If a line in the listing below has the string "image", copy it out.

RECORD EXTRACTS:

-=-=-=-=-

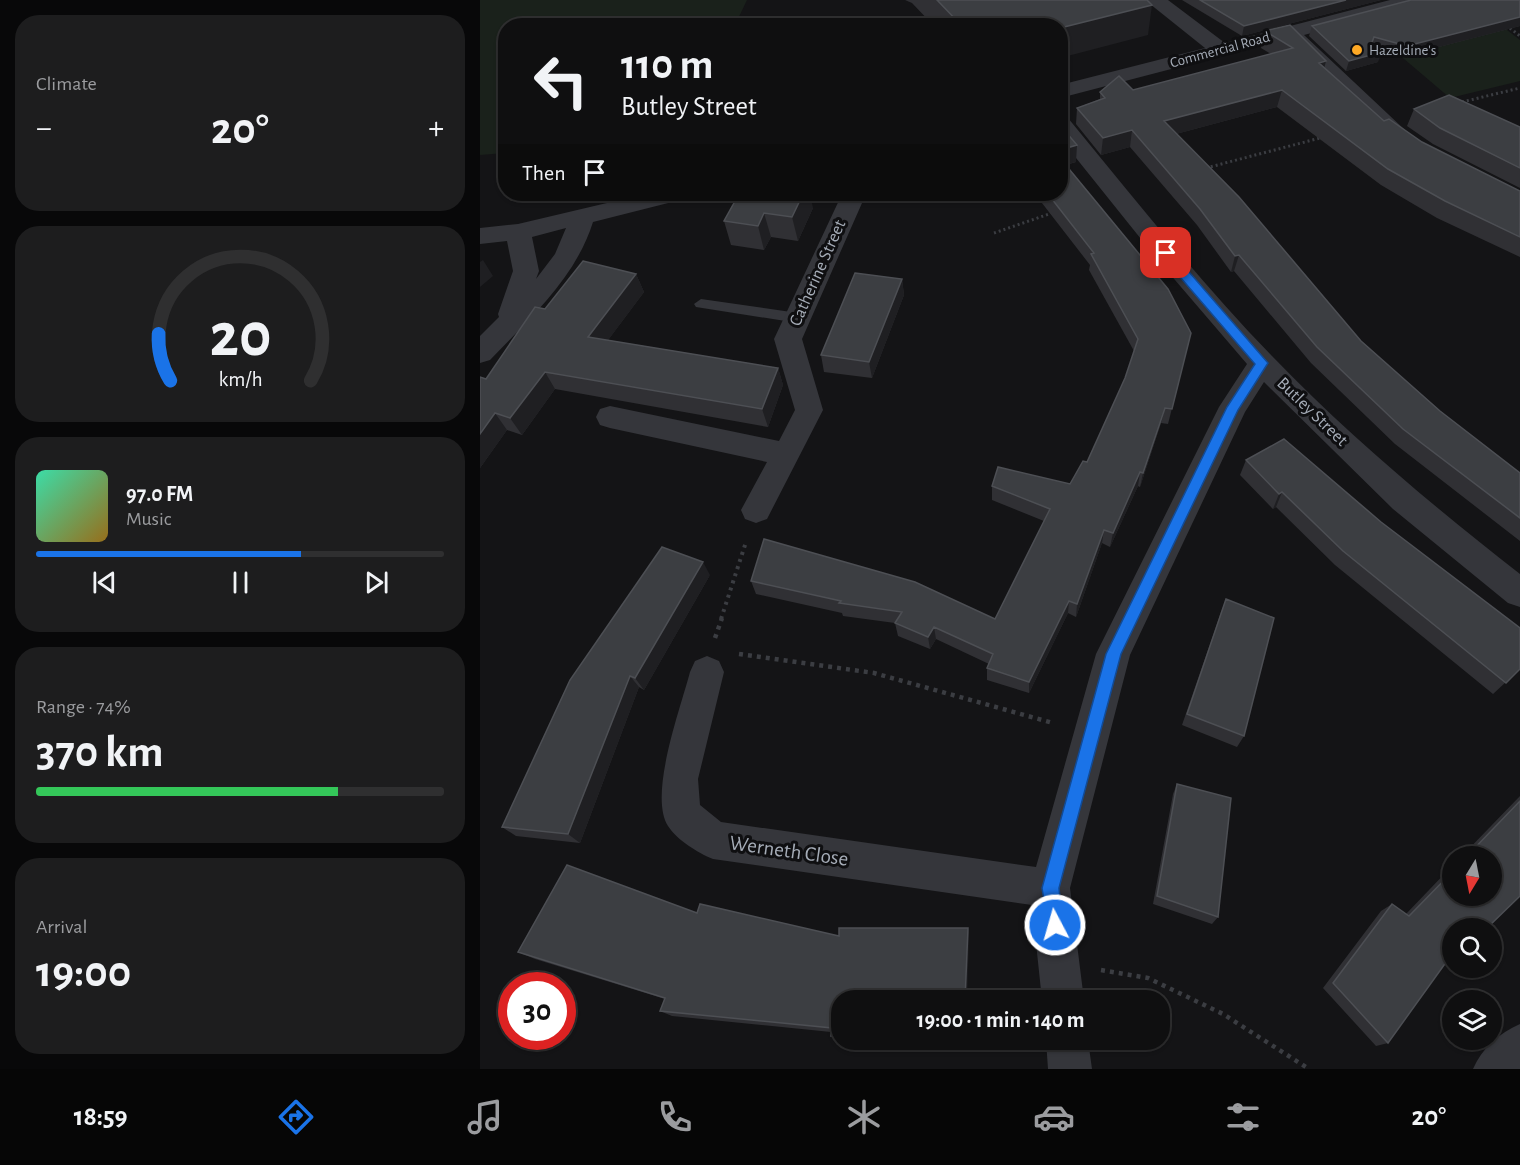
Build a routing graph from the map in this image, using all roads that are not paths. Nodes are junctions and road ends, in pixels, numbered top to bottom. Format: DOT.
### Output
graph roads {
  1 [pos="1155,0"];
  2 [pos="1406,1"];
  3 [pos="1290,32"];
  4 [pos="1221,50"];
  5 [pos="1068,90"];
  6 [pos="1068,133"];
  7 [pos="1416,145"];
  8 [pos="648,201"];
  9 [pos="851,201"];
  10 [pos="582,218"];
  11 [pos="519,232"];
  12 [pos="480,236"];
  13 [pos="701,304"];
  14 [pos="798,318"];
  15 [pos="506,326"];
  16 [pos="480,353"];
  17 [pos="1262,363"];
  18 [pos="610,417"];
  19 [pos="787,454"];
  20 [pos="756,510"];
  21 [pos="1520,593"];
  22 [pos="709,661"];
  23 [pos="1050,888"];
  24 [pos="1062,990"];
  25 [pos="1520,1045"];
  26 [pos="1068,1050"];
  27 [pos="1070,1069"];
  28 [pos="1495,1069"];
  1 -- 4 [label="street"];
  2 -- 3 [label="street, Commercial Road"];
  3 -- 4 [label="street, Commercial Road"];
  3 -- 7 [label="street"];
  4 -- 5 [label="street, Commercial Road"];
  6 -- 17 [label="street, Butley Street"];
  8 -- 10 [label="street"];
  9 -- 14 [label="street, Catherine Street"];
  10 -- 11 [label="street"];
  10 -- 15 [label="street"];
  11 -- 12 [label="street"];
  11 -- 15 [label="street"];
  13 -- 14 [label="lane"];
  14 -- 19 [label="street, Catherine Street"];
  15 -- 16 [label="street"];
  17 -- 21 [label="street, Butley Street"];
  17 -- 23 [label="street"];
  18 -- 19 [label="street"];
  19 -- 20 [label="street, Catherine Street"];
  22 -- 23 [label="street, Werneth Close"];
  23 -- 24 [label="street"];
  25 -- 28 [label="street"];
  26 -- 27 [label="street"];
}
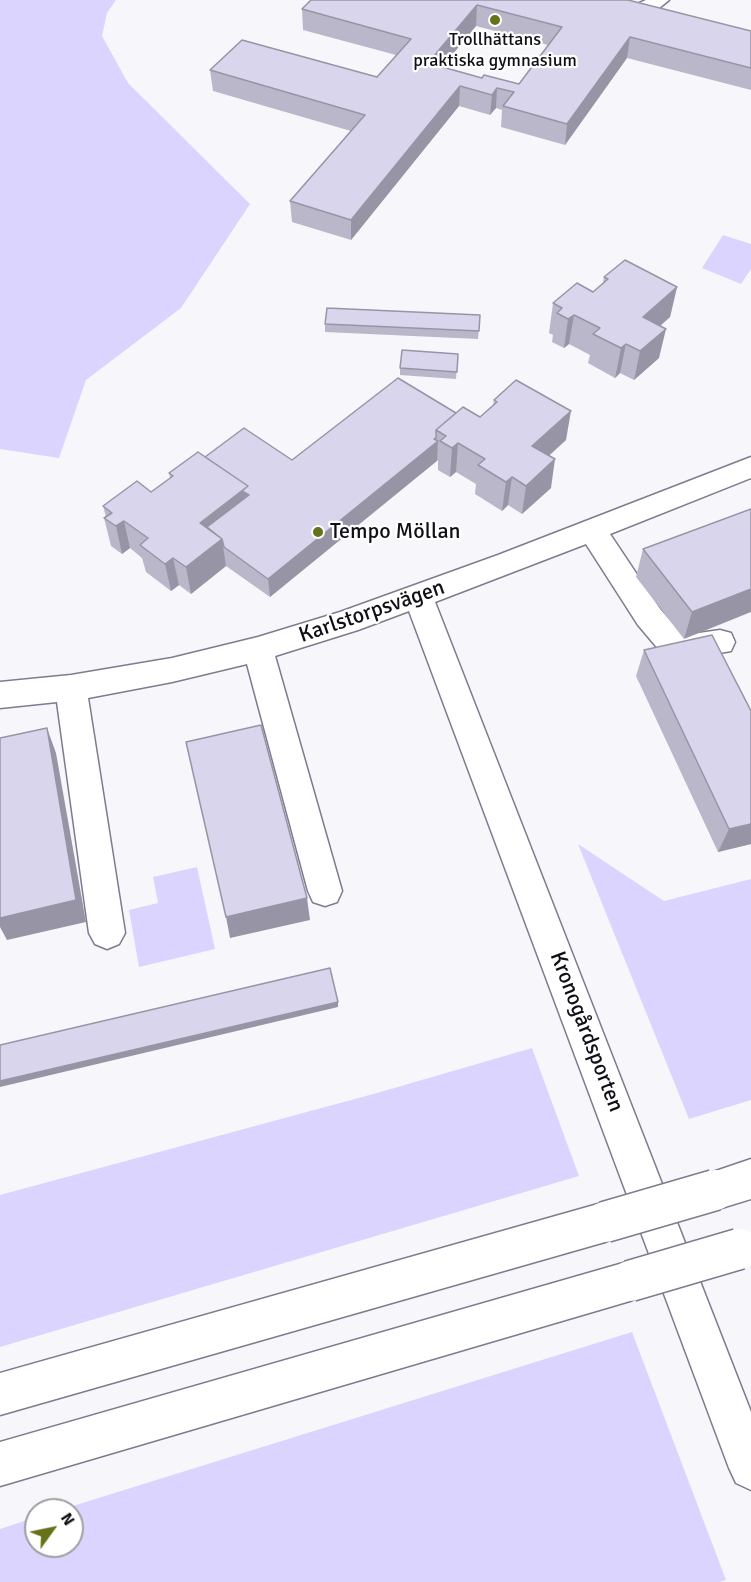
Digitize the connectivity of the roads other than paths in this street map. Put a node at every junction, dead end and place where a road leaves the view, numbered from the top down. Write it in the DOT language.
graph roads {
  1 [pos="611,0"];
  2 [pos="659,0"];
  3 [pos="751,467"];
  4 [pos="593,528"];
  5 [pos="418,597"];
  6 [pos="720,642"];
  7 [pos="258,649"];
  8 [pos="71,688"];
  9 [pos="0,695"];
  10 [pos="325,891"];
  11 [pos="106,933"];
  12 [pos="733,1184"];
  13 [pos="745,1247"];
  14 [pos="0,1395"];
  15 [pos="0,1464"];
  16 [pos="751,1468"];
  1 -- 2 [label="main road"];
  3 -- 4 [label="main road, Karlstorpsvägen"];
  4 -- 5 [label="main road, Karlstorpsvägen"];
  4 -- 6 [label="main road"];
  5 -- 7 [label="main road, Karlstorpsvägen"];
  5 -- 16 [label="main road, Kronogårdsporten"];
  7 -- 8 [label="main road, Karlstorpsvägen"];
  7 -- 10 [label="main road"];
  8 -- 9 [label="main road, Karlstorpsvägen"];
  8 -- 11 [label="main road"];
  12 -- 14 [label="main road, bridge"];
  13 -- 15 [label="main road, bridge"];
}
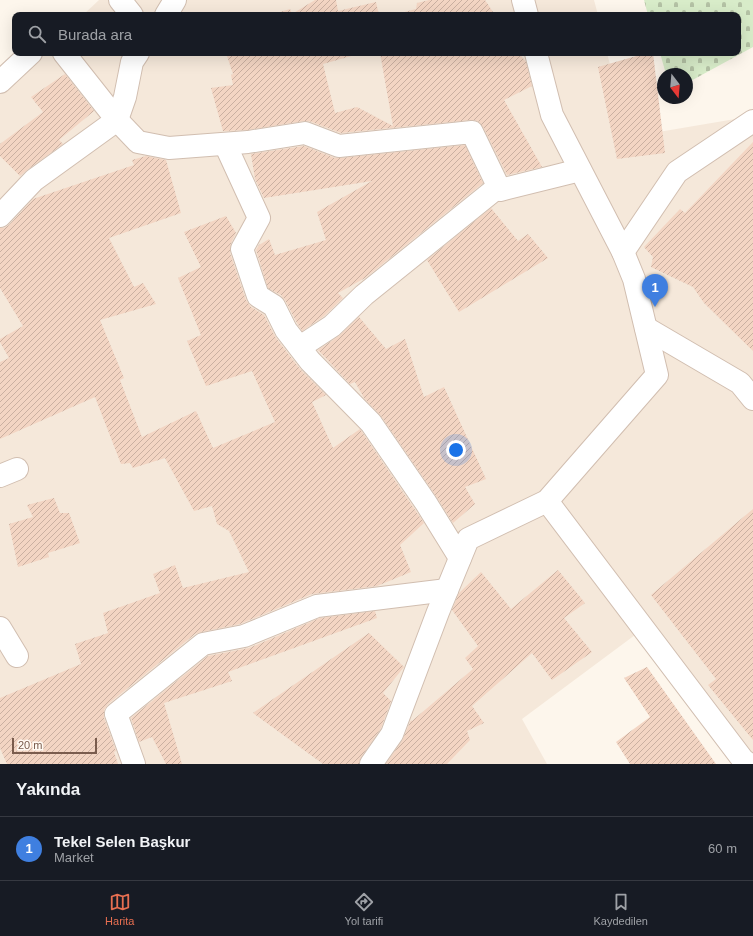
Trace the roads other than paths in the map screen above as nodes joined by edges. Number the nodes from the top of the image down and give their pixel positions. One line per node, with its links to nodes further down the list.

-=-=-=-=-

RESPONSE:
Build a routing graph from the map in this image, using all roads that are not paths. Nodes are junctions and road ends, in pixels, numbered top to bottom. Format: DOT.
Trace the roads other than paths in the map screen above as nodes joined by edges. Number the nodes from the top of the image down and give their pixel positions. One line per node, with its links to nodes further down the list.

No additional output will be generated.